--- PROVIDED ENTRIES ---

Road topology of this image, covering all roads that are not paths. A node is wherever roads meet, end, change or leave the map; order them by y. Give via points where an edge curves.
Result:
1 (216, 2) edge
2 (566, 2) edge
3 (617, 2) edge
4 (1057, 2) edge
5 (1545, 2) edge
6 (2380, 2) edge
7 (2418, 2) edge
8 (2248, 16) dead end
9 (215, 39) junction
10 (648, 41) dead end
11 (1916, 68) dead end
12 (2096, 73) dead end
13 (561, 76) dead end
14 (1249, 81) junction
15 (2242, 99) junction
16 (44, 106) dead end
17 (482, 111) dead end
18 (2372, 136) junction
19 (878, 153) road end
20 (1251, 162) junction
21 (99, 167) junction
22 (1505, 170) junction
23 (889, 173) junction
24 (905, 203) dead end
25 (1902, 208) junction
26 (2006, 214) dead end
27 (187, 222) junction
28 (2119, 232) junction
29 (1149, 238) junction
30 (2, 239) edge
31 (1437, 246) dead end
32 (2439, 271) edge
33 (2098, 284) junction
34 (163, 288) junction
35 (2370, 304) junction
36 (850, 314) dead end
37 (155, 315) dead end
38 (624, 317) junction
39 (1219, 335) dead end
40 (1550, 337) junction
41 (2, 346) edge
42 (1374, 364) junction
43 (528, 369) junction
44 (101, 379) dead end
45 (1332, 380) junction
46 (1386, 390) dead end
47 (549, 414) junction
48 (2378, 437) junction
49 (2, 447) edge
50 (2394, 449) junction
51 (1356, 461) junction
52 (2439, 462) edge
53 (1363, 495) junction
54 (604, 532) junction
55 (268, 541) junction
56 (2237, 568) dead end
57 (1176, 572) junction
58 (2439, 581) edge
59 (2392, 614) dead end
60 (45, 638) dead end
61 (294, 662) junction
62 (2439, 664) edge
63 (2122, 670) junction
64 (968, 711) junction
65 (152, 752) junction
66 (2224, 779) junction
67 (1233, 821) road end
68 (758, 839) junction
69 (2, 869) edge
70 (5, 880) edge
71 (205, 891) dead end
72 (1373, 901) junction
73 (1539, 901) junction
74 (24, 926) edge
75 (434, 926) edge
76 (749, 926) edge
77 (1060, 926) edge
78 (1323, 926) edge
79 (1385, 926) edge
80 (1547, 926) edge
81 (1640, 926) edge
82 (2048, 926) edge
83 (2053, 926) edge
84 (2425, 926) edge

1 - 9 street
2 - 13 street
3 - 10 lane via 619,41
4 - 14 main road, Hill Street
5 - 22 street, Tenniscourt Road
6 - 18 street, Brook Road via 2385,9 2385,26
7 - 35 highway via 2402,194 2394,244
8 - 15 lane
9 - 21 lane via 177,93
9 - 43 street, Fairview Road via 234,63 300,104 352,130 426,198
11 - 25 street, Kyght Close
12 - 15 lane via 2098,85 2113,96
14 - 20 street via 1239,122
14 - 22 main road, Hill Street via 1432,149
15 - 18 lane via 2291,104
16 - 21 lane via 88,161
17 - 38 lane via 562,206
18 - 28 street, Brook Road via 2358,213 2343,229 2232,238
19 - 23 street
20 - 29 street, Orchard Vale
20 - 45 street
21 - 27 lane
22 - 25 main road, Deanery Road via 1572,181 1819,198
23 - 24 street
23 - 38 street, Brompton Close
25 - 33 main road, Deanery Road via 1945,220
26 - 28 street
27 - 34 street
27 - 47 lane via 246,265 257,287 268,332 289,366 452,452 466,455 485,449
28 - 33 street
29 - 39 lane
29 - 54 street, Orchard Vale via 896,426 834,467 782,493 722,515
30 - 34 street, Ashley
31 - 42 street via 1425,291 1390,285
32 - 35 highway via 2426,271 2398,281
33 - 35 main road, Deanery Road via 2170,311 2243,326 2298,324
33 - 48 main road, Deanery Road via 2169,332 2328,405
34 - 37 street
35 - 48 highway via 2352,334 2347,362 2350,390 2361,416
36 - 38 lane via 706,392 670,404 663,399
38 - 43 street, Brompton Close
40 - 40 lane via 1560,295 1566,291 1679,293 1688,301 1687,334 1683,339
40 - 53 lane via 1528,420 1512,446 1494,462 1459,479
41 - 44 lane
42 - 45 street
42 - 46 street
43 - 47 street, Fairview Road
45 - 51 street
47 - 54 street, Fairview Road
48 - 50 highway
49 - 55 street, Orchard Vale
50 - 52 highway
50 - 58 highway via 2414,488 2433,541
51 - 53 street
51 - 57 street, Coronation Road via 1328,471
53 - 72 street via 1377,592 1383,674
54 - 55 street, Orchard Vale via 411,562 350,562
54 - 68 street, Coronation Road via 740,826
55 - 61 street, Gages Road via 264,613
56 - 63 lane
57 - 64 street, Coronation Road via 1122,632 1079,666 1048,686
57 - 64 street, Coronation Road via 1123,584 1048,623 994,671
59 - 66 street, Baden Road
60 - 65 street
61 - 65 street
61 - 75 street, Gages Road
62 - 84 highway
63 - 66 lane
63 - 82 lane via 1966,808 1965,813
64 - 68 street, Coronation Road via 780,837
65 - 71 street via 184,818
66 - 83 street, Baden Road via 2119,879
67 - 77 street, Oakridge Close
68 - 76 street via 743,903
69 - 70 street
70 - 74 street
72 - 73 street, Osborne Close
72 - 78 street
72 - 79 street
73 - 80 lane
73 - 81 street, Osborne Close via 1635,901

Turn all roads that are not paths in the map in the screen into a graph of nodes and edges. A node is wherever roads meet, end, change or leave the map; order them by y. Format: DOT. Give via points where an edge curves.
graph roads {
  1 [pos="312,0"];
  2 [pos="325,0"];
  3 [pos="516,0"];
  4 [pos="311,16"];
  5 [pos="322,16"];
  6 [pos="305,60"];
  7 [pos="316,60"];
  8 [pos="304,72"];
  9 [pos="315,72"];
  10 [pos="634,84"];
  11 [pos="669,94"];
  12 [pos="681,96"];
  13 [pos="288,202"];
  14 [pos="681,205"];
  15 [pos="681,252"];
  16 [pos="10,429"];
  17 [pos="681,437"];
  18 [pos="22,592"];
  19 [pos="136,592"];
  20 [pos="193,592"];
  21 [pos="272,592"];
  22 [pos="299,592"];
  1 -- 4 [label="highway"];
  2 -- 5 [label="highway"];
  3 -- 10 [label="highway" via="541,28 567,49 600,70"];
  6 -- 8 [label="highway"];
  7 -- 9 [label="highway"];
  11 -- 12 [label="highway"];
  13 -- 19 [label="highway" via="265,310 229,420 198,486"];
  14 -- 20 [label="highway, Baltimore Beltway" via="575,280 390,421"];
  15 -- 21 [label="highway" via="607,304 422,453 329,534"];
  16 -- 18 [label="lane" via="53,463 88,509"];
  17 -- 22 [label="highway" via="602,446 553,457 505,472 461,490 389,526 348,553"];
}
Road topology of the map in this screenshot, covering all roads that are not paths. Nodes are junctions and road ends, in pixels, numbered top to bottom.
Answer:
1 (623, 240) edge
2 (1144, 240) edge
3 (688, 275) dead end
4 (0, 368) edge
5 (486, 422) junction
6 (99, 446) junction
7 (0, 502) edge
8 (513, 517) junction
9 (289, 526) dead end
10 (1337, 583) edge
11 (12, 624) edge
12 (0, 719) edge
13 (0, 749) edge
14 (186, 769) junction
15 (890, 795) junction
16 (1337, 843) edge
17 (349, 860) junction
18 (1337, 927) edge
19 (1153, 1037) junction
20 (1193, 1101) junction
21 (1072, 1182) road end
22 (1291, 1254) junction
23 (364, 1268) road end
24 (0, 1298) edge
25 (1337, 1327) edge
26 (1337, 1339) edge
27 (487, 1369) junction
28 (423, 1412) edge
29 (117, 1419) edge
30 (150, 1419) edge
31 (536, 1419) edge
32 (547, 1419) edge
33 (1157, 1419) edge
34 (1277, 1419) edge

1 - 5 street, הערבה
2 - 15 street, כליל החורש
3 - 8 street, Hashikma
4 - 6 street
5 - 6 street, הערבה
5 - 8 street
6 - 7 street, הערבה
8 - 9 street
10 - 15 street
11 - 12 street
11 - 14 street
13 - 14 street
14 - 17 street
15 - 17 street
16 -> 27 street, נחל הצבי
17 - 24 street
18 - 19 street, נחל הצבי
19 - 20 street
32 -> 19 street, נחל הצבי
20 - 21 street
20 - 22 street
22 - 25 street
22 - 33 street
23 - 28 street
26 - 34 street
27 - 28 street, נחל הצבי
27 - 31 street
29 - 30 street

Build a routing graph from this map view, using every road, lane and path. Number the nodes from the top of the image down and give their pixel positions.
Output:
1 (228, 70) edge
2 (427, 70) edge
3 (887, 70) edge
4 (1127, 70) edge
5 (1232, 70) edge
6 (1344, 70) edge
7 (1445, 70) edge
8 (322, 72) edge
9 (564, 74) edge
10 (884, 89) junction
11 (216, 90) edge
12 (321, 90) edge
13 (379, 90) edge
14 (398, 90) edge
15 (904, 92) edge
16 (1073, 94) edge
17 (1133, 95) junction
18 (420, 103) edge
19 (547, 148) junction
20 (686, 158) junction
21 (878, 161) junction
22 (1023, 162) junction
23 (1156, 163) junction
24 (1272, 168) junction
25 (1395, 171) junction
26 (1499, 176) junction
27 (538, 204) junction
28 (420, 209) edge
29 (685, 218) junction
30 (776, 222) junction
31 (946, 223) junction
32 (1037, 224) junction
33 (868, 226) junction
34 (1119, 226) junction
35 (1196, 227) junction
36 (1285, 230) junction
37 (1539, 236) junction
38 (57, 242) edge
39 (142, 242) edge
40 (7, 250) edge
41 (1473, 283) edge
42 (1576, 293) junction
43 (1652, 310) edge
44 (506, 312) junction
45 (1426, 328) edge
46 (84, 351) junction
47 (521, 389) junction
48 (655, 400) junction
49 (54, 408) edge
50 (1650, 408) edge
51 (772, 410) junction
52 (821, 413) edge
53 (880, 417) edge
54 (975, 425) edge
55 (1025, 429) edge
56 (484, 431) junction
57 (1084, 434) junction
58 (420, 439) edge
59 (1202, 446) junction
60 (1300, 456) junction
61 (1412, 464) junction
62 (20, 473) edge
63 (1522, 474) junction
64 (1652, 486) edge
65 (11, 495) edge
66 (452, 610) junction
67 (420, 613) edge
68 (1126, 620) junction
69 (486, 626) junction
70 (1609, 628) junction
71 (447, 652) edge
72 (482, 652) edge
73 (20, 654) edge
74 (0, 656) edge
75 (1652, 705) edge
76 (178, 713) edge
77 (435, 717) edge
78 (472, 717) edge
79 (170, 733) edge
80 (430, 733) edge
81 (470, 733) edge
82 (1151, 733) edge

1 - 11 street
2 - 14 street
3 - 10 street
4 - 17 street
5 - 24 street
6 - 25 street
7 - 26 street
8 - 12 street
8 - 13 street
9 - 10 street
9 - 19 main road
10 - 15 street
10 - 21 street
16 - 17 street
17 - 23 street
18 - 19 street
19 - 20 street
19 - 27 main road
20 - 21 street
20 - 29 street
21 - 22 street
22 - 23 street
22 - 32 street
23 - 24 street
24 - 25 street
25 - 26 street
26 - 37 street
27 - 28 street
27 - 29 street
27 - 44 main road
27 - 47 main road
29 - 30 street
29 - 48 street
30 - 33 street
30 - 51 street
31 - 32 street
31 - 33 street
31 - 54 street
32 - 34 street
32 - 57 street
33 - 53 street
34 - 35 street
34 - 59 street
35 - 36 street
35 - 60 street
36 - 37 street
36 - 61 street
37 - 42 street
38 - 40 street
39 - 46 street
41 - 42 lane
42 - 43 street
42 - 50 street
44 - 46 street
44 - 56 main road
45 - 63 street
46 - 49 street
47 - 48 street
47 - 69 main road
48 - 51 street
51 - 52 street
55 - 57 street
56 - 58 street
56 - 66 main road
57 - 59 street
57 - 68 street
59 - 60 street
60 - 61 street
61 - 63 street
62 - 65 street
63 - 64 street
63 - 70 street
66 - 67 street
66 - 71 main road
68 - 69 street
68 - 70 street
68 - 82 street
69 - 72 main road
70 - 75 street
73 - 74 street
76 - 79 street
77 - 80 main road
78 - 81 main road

---

In the entries above, the lines from the one bearing "Turn all roads" up to and including the one bearing "Road topology of the" should be transcribed exactly; no other line is wanted.

Turn all roads that are not paths in the map in the screen into a graph of nodes and edges. A node is wherever roads meet, end, change or leave the map; order them by y. Format: DOT. Give via points where an edge curves.
graph roads {
  1 [pos="312,0"];
  2 [pos="325,0"];
  3 [pos="516,0"];
  4 [pos="311,16"];
  5 [pos="322,16"];
  6 [pos="305,60"];
  7 [pos="316,60"];
  8 [pos="304,72"];
  9 [pos="315,72"];
  10 [pos="634,84"];
  11 [pos="669,94"];
  12 [pos="681,96"];
  13 [pos="288,202"];
  14 [pos="681,205"];
  15 [pos="681,252"];
  16 [pos="10,429"];
  17 [pos="681,437"];
  18 [pos="22,592"];
  19 [pos="136,592"];
  20 [pos="193,592"];
  21 [pos="272,592"];
  22 [pos="299,592"];
  1 -- 4 [label="highway"];
  2 -- 5 [label="highway"];
  3 -- 10 [label="highway" via="541,28 567,49 600,70"];
  6 -- 8 [label="highway"];
  7 -- 9 [label="highway"];
  11 -- 12 [label="highway"];
  13 -- 19 [label="highway" via="265,310 229,420 198,486"];
  14 -- 20 [label="highway, Baltimore Beltway" via="575,280 390,421"];
  15 -- 21 [label="highway" via="607,304 422,453 329,534"];
  16 -- 18 [label="lane" via="53,463 88,509"];
  17 -- 22 [label="highway" via="602,446 553,457 505,472 461,490 389,526 348,553"];
}
Road topology of the map in this screenshot, covering all roads that are not paths. Nodes are junctions and road ends, in pixels, numbered top to bottom.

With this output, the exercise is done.